Trumps Unentschiedenheit im Vorgehen gegen Russland zeigte sich zuletzt darin, dass er einen fraktionsübergreifenden Gesetzentwurf des Kongresses ablehnte, der die bislang extremsten Sanktionen gegen Russland und seine wichtigsten Handelspartner vorsah. Der Entwurf stellt amerikanische Sanktionen in Aussicht, sollte Russland sich Friedensverhandlungen entgegenstellen oder eine getroffene Vereinbarung brechen. In diesen Fällen müsse der Präsident Strafzölle in Höhe von 500 Prozent gegen Länder verhängen, „die wissentlich am Handel mit Uran und Erdölprodukten russischer Herkunft“ beteiligt seien. Dasselbe soll für russische Importe in die Vereinigten Staaten gelten.

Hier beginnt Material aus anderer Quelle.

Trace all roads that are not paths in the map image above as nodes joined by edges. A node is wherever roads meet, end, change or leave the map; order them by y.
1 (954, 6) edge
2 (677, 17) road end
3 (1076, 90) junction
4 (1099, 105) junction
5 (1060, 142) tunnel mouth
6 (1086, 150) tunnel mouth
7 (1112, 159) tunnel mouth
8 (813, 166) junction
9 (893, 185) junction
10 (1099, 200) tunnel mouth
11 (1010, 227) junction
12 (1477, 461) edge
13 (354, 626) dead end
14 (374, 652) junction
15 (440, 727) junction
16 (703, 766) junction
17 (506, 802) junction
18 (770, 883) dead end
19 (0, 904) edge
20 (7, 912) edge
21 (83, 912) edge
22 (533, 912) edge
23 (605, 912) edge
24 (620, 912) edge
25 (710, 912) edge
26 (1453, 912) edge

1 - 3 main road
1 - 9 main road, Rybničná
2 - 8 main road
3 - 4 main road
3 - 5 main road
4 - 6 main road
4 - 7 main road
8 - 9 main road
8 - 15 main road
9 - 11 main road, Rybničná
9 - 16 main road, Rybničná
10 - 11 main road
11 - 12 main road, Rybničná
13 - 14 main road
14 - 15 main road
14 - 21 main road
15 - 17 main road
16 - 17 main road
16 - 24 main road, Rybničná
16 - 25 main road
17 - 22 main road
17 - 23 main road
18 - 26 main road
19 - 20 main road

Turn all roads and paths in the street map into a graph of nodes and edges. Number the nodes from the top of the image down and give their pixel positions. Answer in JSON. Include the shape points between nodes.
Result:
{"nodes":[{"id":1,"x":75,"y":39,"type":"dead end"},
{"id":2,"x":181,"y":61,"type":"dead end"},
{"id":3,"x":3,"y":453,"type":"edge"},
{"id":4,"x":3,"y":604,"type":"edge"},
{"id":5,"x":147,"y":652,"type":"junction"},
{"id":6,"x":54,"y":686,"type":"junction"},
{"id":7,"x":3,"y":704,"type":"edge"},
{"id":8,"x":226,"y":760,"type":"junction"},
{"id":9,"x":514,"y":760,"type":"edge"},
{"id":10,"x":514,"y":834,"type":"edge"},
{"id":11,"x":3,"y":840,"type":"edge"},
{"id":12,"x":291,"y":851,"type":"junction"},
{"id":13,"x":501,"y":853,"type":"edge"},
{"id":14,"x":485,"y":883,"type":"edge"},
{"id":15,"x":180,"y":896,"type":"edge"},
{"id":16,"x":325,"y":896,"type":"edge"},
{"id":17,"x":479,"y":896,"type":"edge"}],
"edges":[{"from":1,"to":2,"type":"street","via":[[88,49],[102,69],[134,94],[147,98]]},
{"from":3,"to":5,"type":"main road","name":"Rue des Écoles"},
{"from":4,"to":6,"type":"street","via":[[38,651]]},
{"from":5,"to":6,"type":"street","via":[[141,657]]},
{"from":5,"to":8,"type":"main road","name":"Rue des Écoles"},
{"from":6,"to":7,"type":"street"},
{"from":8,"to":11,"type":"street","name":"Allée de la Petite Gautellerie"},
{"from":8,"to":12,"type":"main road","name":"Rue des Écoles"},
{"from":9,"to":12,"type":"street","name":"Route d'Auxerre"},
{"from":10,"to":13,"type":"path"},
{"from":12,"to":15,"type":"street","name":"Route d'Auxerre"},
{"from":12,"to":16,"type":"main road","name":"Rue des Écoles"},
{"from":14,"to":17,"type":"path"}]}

Eigentlich wollten die Russland-Falken im Senat den Entwurf vor der einen Monat langen Sommerpause verabschieden. Dazu kam es aber nicht, man hielt sich im Sinne Trumps zurück. Der republikanische Senator Lindsey Graham, der sich noch im Frühjahr an der Seite Trumps gegen den ukrainischen Präsidenten Wolodymyr Selenskyj gestellt hatte, beschwichtigte jedoch.

Trump habe die Argumentationslinie, dass man Bezieher russischen Erdöls bestrafen müsse, grundsätzlich übernommen. Der Gesetzentwurf gebe dem Präsidenten ein zusätzliches Druckmittel an die Hand, doch am Ende könne er die Sanktionen auch per Erlass ins Werk setzen. Man führe zu diesem Thema „gute Gespräche“ mit Trump. Dem bleiben nur jedoch nur noch wenige Tage, bis sein selbst gesetztes Ultimatum ausläuft.